The approval of the $13.5bn deal was announced in Strasbourg, France, by Margrethe Vestager (below right), the European Union competition commissioner, who expressed satisfaction that the concessions made by the US multinational meant anti-trust rules were satisfied.

CEO Jeff Immelt and his team had succeeded first in persuading the French government in approving the deal but there had been fears that EU regulators would scupper its ultimate progress. This had occurred in 2001 when GE tried and was denied acquiring Honeywell.

The deal will  help G.E. extend its leading role in the business of providing electrical utilities with generating equipment and power-grid infrastructure at a time the world is increasingly moving away from dirty coal and toward cleaner natural gas, solar and wind energy.

GE’s Alstom assets, in particular the gas and steam turbine businesses, would strengthen the American company’s footing in emerging markets like China and India. G.E. is also obtaining sophisticated technology in renewable energies and grid infrastructure, as well as the French company’s expertise in power-plant design.

Alstom’s power unit makes equipment for generating and distributing electricity for utilities across the globe. The main prize for G.E. is Alstom’s heavy-duty gas turbines business, which holds lucrative contracts worldwide for servicing installed power plants.

Because G.E. is already the world leader in that field, its main rival in Europe, Siemens, had argued to antitrust officials that the deal would leave too much of that market in the hands of the American company. GE Alstom

To win the commission’s approval, General Electric agreed to sell a number of assets to Ansaldo Energia, an Italian engineering company that builds and services power plants. The assets to be divested include two models of gas turbines and various service contracts in Europe. Ansaldo will also buy Alstom’s Power Systems Manufacturing unit, which makes parts for servicing gas turbines.

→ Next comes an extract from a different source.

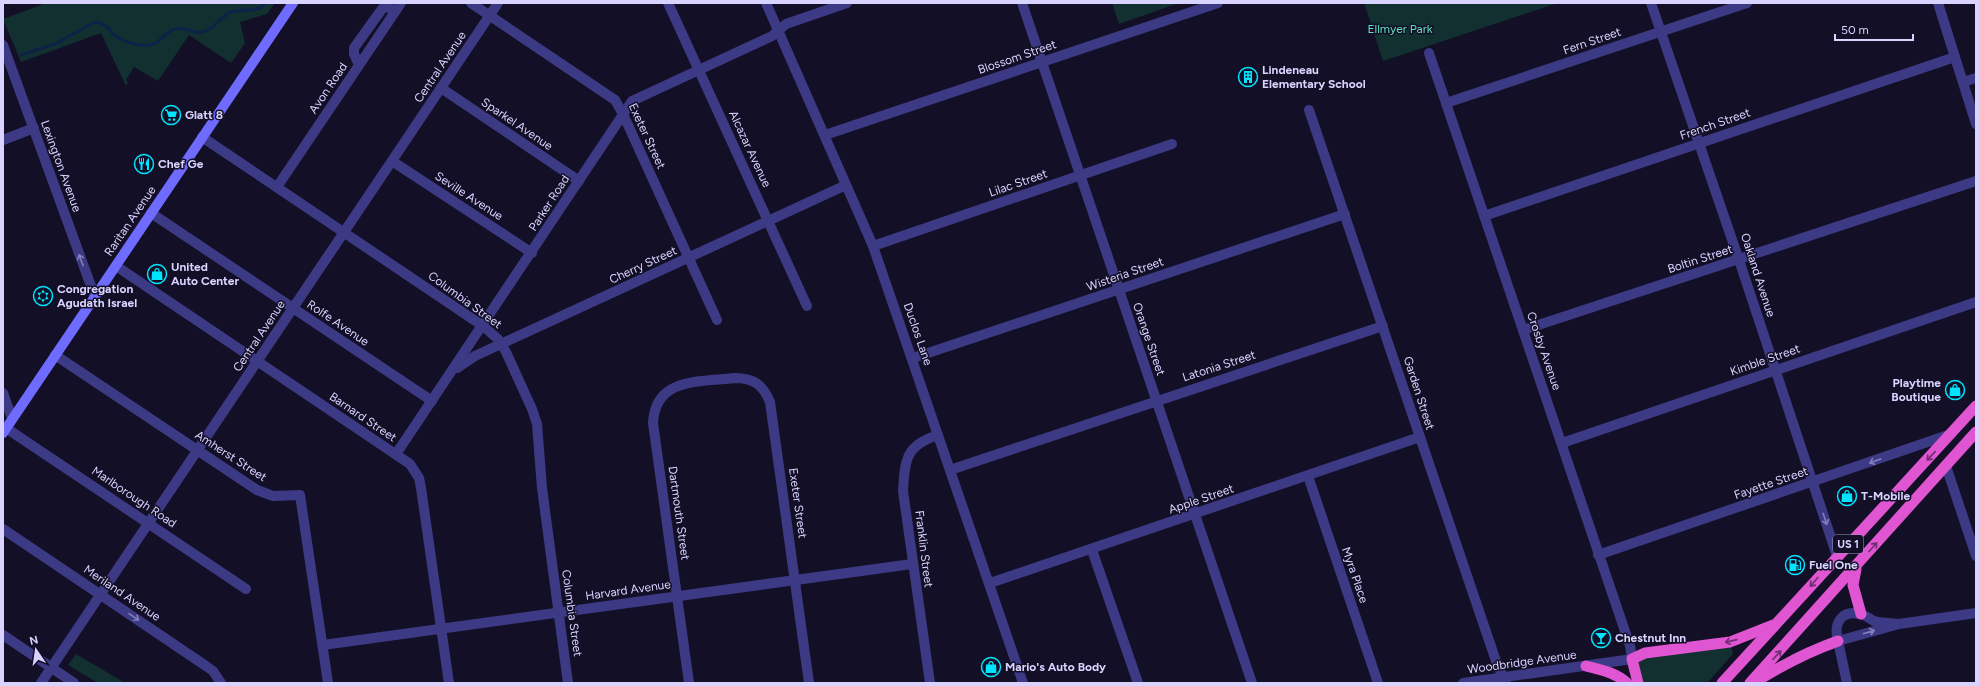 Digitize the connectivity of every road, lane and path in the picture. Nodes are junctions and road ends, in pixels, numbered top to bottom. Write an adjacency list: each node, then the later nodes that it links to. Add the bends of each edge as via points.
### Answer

Ms. Vestager, referring to the size of the overall transaction, said at a news conference in Strasbourg that, “In my book, this is a big deal.” The divestitures would avoid “a great risk of choice going down and prices going up,” she said.

The conditions required for the approval by the European authorities showed that “Europe is open for business,” but also that “you cannot buy yourself into a monopoly,” she said.